Can Cats and Home Theaters Coexist?

My blog is open to any non-blogging UAV writer. Why should I have all the fun? Today, reviewer and contributing editor Steven Stone chimes in with advice for feline-loving audio- and videophiles.

This space is also open, in fact, to any reader who contributes an interesting letter or commentary that I believe all readers will find interesting. Boot up those word processors and send your deathless prose in to tom.norton@primedia.com!—TJN

When my wife and I tell fresh acquaintances that we have eight cats they usually give us a look reserved for Jehovah's Witnesses or someone who's started speaking in tongues. We are not crazy. Our house does not reek of cat leavings. Actually the cats spend most of their time in my home theatre room. Given cats' predilection for sharpening their claws on any cloth-covered vertical object this could be a big problem, but it isn't. Let me share my secrets of how home theaters can co-exist with felines.

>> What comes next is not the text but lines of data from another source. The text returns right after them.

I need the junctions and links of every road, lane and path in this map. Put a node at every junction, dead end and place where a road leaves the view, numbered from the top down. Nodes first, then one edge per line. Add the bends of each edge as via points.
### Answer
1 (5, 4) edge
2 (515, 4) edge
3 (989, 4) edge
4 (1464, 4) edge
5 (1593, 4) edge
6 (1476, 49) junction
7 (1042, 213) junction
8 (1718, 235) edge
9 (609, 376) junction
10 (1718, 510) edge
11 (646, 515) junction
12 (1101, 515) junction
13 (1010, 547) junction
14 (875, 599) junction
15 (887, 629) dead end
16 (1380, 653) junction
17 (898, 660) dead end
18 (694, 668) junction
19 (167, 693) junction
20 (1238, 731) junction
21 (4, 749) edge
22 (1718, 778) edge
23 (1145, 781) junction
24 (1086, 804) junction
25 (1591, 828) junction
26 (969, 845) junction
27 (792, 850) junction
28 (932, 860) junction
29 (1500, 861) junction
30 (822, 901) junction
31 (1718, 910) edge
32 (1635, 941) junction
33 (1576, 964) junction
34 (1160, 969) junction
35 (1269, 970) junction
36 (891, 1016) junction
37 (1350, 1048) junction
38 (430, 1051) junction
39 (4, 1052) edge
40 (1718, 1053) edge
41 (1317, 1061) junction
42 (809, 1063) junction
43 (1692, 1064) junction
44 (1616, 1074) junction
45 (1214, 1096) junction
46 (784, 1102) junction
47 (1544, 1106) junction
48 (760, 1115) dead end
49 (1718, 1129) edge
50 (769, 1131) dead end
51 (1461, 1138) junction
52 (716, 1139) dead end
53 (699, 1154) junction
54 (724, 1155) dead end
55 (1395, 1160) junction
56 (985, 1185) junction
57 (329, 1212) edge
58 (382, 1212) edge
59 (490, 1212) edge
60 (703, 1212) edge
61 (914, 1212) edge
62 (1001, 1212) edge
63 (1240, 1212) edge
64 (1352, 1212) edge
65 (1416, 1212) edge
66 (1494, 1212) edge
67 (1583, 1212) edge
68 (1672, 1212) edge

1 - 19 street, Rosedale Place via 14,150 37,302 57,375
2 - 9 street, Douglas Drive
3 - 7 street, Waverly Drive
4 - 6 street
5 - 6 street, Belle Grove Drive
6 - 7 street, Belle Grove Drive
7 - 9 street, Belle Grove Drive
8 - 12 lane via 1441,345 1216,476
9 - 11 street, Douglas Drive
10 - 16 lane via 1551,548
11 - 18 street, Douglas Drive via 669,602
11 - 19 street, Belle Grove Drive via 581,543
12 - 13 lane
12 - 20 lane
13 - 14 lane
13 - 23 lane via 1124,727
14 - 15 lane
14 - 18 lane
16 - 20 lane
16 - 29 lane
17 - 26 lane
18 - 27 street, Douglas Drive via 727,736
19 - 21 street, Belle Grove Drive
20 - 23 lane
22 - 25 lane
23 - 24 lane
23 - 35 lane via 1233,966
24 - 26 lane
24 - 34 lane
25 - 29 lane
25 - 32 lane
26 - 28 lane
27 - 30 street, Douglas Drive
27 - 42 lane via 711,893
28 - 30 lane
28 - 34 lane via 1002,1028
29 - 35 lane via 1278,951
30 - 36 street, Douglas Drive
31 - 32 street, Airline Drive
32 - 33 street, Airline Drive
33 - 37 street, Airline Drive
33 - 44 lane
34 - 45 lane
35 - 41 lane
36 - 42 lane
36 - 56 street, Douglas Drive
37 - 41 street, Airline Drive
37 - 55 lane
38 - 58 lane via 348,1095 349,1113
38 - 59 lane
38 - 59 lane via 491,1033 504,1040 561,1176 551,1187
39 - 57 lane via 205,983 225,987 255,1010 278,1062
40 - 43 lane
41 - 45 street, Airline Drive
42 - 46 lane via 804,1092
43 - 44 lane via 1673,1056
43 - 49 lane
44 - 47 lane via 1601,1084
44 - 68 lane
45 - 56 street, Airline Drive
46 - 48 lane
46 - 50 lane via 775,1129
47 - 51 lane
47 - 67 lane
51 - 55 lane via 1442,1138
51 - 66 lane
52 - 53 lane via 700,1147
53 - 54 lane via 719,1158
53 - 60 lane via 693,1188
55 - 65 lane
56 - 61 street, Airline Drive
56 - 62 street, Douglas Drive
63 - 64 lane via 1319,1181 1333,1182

Over the last ten years I can only come up with one incident when a cat irrevocably damaged a component. I used to have one cat that was, for lack or a better word, bulimic. She would eat till she was too full and then eject the excess food. She often left the results near where she had been sleeping. One time she was napping on top of an amplifier under review. You can guess the rest. When I went to use the system later in the day, one channel on the amplifier no longer worked. Explaining why the amp had failed to its creator was, um, messy. I emphasized that the cat's reaction was in no way a comment upon the amplifier's sonic quality, merely an example of wrong place and wrong time. I'm not sure the manufacturer ever fully forgave me. Recently I ran into him in the lobby of a hotel at CEDIA. He mentioned he had thought of me recently when a speaker designer had returned a damaged review sample. Seems the designer's two-year-old child had been dancing on top of the amp when she lost control. Baby pee is far more destructive to an amp's innards than cat puke. I'm no longer #1 on his "Do Not Loan" list.

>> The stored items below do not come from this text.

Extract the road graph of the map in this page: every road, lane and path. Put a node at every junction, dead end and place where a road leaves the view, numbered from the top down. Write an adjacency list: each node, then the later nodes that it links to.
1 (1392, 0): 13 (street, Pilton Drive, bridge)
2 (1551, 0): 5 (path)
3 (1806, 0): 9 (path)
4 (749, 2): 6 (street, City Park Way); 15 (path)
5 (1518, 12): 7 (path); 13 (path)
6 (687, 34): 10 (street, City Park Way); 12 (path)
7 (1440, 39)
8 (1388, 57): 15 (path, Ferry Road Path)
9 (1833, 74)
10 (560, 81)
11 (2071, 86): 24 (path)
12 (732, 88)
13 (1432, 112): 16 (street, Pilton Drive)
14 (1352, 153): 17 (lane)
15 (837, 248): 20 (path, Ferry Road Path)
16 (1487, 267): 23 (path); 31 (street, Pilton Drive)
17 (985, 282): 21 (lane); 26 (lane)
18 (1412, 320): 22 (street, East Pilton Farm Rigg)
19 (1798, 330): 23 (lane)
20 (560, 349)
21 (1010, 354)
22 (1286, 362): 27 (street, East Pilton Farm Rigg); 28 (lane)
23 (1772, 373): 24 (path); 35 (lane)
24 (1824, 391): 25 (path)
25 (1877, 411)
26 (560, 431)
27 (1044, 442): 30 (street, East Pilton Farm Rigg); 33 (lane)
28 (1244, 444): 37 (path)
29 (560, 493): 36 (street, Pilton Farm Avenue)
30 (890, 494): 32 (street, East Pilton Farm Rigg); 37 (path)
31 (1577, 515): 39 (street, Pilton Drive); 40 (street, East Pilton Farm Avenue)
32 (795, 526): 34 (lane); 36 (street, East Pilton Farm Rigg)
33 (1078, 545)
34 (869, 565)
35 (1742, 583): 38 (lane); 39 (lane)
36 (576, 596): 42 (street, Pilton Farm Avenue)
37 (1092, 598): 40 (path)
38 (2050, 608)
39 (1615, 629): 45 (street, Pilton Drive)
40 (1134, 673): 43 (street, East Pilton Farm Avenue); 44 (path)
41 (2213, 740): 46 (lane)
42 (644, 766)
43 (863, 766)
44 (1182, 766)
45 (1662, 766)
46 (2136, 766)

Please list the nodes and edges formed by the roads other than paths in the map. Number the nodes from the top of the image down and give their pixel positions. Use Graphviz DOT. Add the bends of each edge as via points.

Cats can co-exist with home theater gear. The trick is to think like a cat. Spikes, metal tiptoes, Magic bricks, and even un-magic ordinary bricks work well on top of amps to ward of feline incursions. Even if your cat never leaves any bodily juices on an amplifier, the long-term effects of cat hair on the insides of an amp isn't pretty.

Also I don't leave my amplifiers idling to keep them ready for use. A cold amp is far less attractive than a warm one. I usually use the first half-hour of movie night for cartoons anyway. Who cares if roadrunner's beep-beep is a hair splitchy on top?

It took me a while to learn how to best protect speaker grills, drivers, and foam sound absorbers from my cats' claws. My less successful stratagems yielded a slew of shredded grill covers, punctured driver surrounds, and a constant deluge of bits of acoustic foam littering my home theater's floor. At first I tried spraying the cats with water when they tried using off-limits objects for scratching posts. But unless you intend to be around 24/7 with spray bottle in hand, this doesn't work. Also cleaning up the near misses, especially when they land on active electronics gets old really quick.

I even tried sprinkling cayenne pepper on stuff I didn't want the cats to scratch. That worked, sort of, but it looked so funky, with red splotches on everything, that I gave that up. To encourage the cats to do the right thing I installed several scratching posts in my home theater and laced them with catnip to focus their activities in the right place. Two of my eight cats stopped using anything but the posts for claw sharpening. The other six couldn't have cared less. I even tried those kitty claw condoms that go over the tips of a cat's claws. Let me tell you from first-hand experience dull tips can do just as much damage to foam and speaker grills as sharp ones.

My final solution for protecting my speaker grills and foam absorbers was fiendishly simple – cardboard. I have made protective cardboard covers for all my speakers and sound absorbers. In several cases I have the cardboard covers set up so that if a cat tries to use them as scratching post they will fall backwards, onto the perpetrator. Cruel? Not really, when's the last time you heard of a cat being hurt by a large piece of falling cardboard? Scares 'em pretty good though. It takes me a minute or two to remove all the cardboard covers when I use my system, but the extra bit of hassle is worth it. My latest speaker covers and foam absorbers have been in place for over a year now and look as pristine as when I first installed them.